- Work to complete
Return the entries in full, exactly as written.
# # #
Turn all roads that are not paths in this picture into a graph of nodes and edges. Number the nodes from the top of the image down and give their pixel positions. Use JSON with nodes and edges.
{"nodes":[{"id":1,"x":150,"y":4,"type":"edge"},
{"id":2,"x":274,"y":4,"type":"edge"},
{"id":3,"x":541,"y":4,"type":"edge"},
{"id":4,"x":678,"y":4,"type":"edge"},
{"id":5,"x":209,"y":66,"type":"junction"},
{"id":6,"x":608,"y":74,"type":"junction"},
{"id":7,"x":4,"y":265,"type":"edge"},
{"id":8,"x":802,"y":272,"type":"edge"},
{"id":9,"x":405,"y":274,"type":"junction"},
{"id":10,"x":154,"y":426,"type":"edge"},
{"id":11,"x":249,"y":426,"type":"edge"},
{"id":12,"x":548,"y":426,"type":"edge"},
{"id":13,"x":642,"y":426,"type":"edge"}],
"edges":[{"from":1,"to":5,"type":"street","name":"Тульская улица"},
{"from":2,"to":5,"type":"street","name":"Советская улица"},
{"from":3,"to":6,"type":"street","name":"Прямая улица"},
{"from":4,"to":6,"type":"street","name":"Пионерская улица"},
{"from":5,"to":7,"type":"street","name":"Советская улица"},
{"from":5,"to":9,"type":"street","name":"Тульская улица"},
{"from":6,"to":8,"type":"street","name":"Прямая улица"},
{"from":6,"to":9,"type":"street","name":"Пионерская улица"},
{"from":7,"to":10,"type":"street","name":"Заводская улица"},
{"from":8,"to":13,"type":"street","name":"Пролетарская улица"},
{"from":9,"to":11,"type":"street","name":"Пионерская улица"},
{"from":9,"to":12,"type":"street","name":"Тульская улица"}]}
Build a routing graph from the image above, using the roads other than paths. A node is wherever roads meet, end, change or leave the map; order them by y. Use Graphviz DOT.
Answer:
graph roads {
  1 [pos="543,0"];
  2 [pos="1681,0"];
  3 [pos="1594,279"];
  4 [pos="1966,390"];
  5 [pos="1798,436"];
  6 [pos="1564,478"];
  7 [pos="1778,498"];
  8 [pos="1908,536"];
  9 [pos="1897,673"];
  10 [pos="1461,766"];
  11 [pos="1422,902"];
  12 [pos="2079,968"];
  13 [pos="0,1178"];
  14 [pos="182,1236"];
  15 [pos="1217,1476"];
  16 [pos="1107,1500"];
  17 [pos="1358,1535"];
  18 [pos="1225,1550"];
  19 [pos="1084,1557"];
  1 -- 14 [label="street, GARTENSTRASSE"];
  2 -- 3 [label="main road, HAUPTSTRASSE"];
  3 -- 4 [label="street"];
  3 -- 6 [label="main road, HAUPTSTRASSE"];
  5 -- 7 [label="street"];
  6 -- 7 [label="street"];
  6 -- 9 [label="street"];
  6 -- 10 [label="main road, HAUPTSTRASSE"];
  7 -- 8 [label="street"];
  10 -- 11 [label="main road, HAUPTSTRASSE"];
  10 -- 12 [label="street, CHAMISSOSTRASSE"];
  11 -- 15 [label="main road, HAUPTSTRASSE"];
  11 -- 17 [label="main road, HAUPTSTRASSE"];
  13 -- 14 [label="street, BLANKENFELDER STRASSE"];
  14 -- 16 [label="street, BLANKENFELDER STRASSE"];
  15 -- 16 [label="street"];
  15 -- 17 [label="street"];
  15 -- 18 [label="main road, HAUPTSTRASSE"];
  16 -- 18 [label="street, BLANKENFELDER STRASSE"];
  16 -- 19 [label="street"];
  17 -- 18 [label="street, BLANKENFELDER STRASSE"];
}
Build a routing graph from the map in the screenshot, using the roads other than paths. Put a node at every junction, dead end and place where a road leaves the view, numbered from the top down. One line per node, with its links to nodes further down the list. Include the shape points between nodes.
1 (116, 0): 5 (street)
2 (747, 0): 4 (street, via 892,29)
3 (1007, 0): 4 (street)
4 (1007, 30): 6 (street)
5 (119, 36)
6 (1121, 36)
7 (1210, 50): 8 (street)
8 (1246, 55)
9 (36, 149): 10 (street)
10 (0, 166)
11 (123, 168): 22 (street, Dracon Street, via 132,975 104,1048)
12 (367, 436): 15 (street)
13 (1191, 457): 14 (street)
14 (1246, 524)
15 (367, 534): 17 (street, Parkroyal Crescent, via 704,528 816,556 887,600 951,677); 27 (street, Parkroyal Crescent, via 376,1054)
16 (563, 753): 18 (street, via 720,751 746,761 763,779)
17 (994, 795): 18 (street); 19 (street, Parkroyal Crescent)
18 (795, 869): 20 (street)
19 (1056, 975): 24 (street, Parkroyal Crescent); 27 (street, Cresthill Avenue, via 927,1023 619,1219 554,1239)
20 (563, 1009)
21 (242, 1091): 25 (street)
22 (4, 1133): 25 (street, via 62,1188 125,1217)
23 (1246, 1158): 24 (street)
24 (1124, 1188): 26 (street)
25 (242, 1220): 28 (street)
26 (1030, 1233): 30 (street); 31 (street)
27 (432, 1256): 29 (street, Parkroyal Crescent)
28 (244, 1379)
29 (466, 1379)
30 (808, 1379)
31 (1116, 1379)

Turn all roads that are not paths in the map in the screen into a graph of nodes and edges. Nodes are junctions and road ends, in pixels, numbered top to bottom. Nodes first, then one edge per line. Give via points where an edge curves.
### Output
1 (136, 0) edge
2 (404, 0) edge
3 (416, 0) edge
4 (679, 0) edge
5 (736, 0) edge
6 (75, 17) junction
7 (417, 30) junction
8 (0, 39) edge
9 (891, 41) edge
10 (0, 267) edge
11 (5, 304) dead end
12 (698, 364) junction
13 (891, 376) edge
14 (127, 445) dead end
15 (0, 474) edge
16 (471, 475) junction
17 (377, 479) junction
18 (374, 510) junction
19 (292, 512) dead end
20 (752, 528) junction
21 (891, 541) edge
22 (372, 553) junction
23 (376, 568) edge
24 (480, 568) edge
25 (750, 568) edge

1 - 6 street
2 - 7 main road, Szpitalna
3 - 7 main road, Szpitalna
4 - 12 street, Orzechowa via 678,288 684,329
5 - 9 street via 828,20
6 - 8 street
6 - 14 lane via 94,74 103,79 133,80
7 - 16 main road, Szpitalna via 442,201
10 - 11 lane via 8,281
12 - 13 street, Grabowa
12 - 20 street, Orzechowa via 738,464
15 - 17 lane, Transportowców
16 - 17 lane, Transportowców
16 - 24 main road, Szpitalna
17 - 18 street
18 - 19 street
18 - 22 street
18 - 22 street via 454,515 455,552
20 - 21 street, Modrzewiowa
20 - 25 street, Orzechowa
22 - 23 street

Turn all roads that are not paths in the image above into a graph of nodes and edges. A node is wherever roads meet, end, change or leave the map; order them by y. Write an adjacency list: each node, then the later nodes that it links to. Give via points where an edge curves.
# # #
- The completed task
Turn all roads that are not paths in this picture into a graph of nodes and edges. Number the nodes from the top of the image down and give their pixel positions. Use JSON with nodes and edges.
{"nodes":[{"id":1,"x":150,"y":4,"type":"edge"},
{"id":2,"x":274,"y":4,"type":"edge"},
{"id":3,"x":541,"y":4,"type":"edge"},
{"id":4,"x":678,"y":4,"type":"edge"},
{"id":5,"x":209,"y":66,"type":"junction"},
{"id":6,"x":608,"y":74,"type":"junction"},
{"id":7,"x":4,"y":265,"type":"edge"},
{"id":8,"x":802,"y":272,"type":"edge"},
{"id":9,"x":405,"y":274,"type":"junction"},
{"id":10,"x":154,"y":426,"type":"edge"},
{"id":11,"x":249,"y":426,"type":"edge"},
{"id":12,"x":548,"y":426,"type":"edge"},
{"id":13,"x":642,"y":426,"type":"edge"}],
"edges":[{"from":1,"to":5,"type":"street","name":"Тульская улица"},
{"from":2,"to":5,"type":"street","name":"Советская улица"},
{"from":3,"to":6,"type":"street","name":"Прямая улица"},
{"from":4,"to":6,"type":"street","name":"Пионерская улица"},
{"from":5,"to":7,"type":"street","name":"Советская улица"},
{"from":5,"to":9,"type":"street","name":"Тульская улица"},
{"from":6,"to":8,"type":"street","name":"Прямая улица"},
{"from":6,"to":9,"type":"street","name":"Пионерская улица"},
{"from":7,"to":10,"type":"street","name":"Заводская улица"},
{"from":8,"to":13,"type":"street","name":"Пролетарская улица"},
{"from":9,"to":11,"type":"street","name":"Пионерская улица"},
{"from":9,"to":12,"type":"street","name":"Тульская улица"}]}
Build a routing graph from the image above, using the roads other than paths. A node is wherever roads meet, end, change or leave the map; order them by y. Use Graphviz DOT.
Answer:
graph roads {
  1 [pos="543,0"];
  2 [pos="1681,0"];
  3 [pos="1594,279"];
  4 [pos="1966,390"];
  5 [pos="1798,436"];
  6 [pos="1564,478"];
  7 [pos="1778,498"];
  8 [pos="1908,536"];
  9 [pos="1897,673"];
  10 [pos="1461,766"];
  11 [pos="1422,902"];
  12 [pos="2079,968"];
  13 [pos="0,1178"];
  14 [pos="182,1236"];
  15 [pos="1217,1476"];
  16 [pos="1107,1500"];
  17 [pos="1358,1535"];
  18 [pos="1225,1550"];
  19 [pos="1084,1557"];
  1 -- 14 [label="street, GARTENSTRASSE"];
  2 -- 3 [label="main road, HAUPTSTRASSE"];
  3 -- 4 [label="street"];
  3 -- 6 [label="main road, HAUPTSTRASSE"];
  5 -- 7 [label="street"];
  6 -- 7 [label="street"];
  6 -- 9 [label="street"];
  6 -- 10 [label="main road, HAUPTSTRASSE"];
  7 -- 8 [label="street"];
  10 -- 11 [label="main road, HAUPTSTRASSE"];
  10 -- 12 [label="street, CHAMISSOSTRASSE"];
  11 -- 15 [label="main road, HAUPTSTRASSE"];
  11 -- 17 [label="main road, HAUPTSTRASSE"];
  13 -- 14 [label="street, BLANKENFELDER STRASSE"];
  14 -- 16 [label="street, BLANKENFELDER STRASSE"];
  15 -- 16 [label="street"];
  15 -- 17 [label="street"];
  15 -- 18 [label="main road, HAUPTSTRASSE"];
  16 -- 18 [label="street, BLANKENFELDER STRASSE"];
  16 -- 19 [label="street"];
  17 -- 18 [label="street, BLANKENFELDER STRASSE"];
}
Build a routing graph from the map in the screenshot, using the roads other than paths. Put a node at every junction, dead end and place where a road leaves the view, numbered from the top down. One line per node, with its links to nodes further down the list. Include the shape points between nodes.
1 (116, 0): 5 (street)
2 (747, 0): 4 (street, via 892,29)
3 (1007, 0): 4 (street)
4 (1007, 30): 6 (street)
5 (119, 36)
6 (1121, 36)
7 (1210, 50): 8 (street)
8 (1246, 55)
9 (36, 149): 10 (street)
10 (0, 166)
11 (123, 168): 22 (street, Dracon Street, via 132,975 104,1048)
12 (367, 436): 15 (street)
13 (1191, 457): 14 (street)
14 (1246, 524)
15 (367, 534): 17 (street, Parkroyal Crescent, via 704,528 816,556 887,600 951,677); 27 (street, Parkroyal Crescent, via 376,1054)
16 (563, 753): 18 (street, via 720,751 746,761 763,779)
17 (994, 795): 18 (street); 19 (street, Parkroyal Crescent)
18 (795, 869): 20 (street)
19 (1056, 975): 24 (street, Parkroyal Crescent); 27 (street, Cresthill Avenue, via 927,1023 619,1219 554,1239)
20 (563, 1009)
21 (242, 1091): 25 (street)
22 (4, 1133): 25 (street, via 62,1188 125,1217)
23 (1246, 1158): 24 (street)
24 (1124, 1188): 26 (street)
25 (242, 1220): 28 (street)
26 (1030, 1233): 30 (street); 31 (street)
27 (432, 1256): 29 (street, Parkroyal Crescent)
28 (244, 1379)
29 (466, 1379)
30 (808, 1379)
31 (1116, 1379)

Turn all roads that are not paths in the map in the screen into a graph of nodes and edges. Nodes are junctions and road ends, in pixels, numbered top to bottom. Nodes first, then one edge per line. Give via points where an edge curves.
### Output
1 (136, 0) edge
2 (404, 0) edge
3 (416, 0) edge
4 (679, 0) edge
5 (736, 0) edge
6 (75, 17) junction
7 (417, 30) junction
8 (0, 39) edge
9 (891, 41) edge
10 (0, 267) edge
11 (5, 304) dead end
12 (698, 364) junction
13 (891, 376) edge
14 (127, 445) dead end
15 (0, 474) edge
16 (471, 475) junction
17 (377, 479) junction
18 (374, 510) junction
19 (292, 512) dead end
20 (752, 528) junction
21 (891, 541) edge
22 (372, 553) junction
23 (376, 568) edge
24 (480, 568) edge
25 (750, 568) edge

1 - 6 street
2 - 7 main road, Szpitalna
3 - 7 main road, Szpitalna
4 - 12 street, Orzechowa via 678,288 684,329
5 - 9 street via 828,20
6 - 8 street
6 - 14 lane via 94,74 103,79 133,80
7 - 16 main road, Szpitalna via 442,201
10 - 11 lane via 8,281
12 - 13 street, Grabowa
12 - 20 street, Orzechowa via 738,464
15 - 17 lane, Transportowców
16 - 17 lane, Transportowców
16 - 24 main road, Szpitalna
17 - 18 street
18 - 19 street
18 - 22 street
18 - 22 street via 454,515 455,552
20 - 21 street, Modrzewiowa
20 - 25 street, Orzechowa
22 - 23 street

Turn all roads that are not paths in the image above into a graph of nodes and edges. A node is wherever roads meet, end, change or leave the map; order them by y. Write an adjacency list: each node, then the later nodes that it links to. Give via points where an edge curves.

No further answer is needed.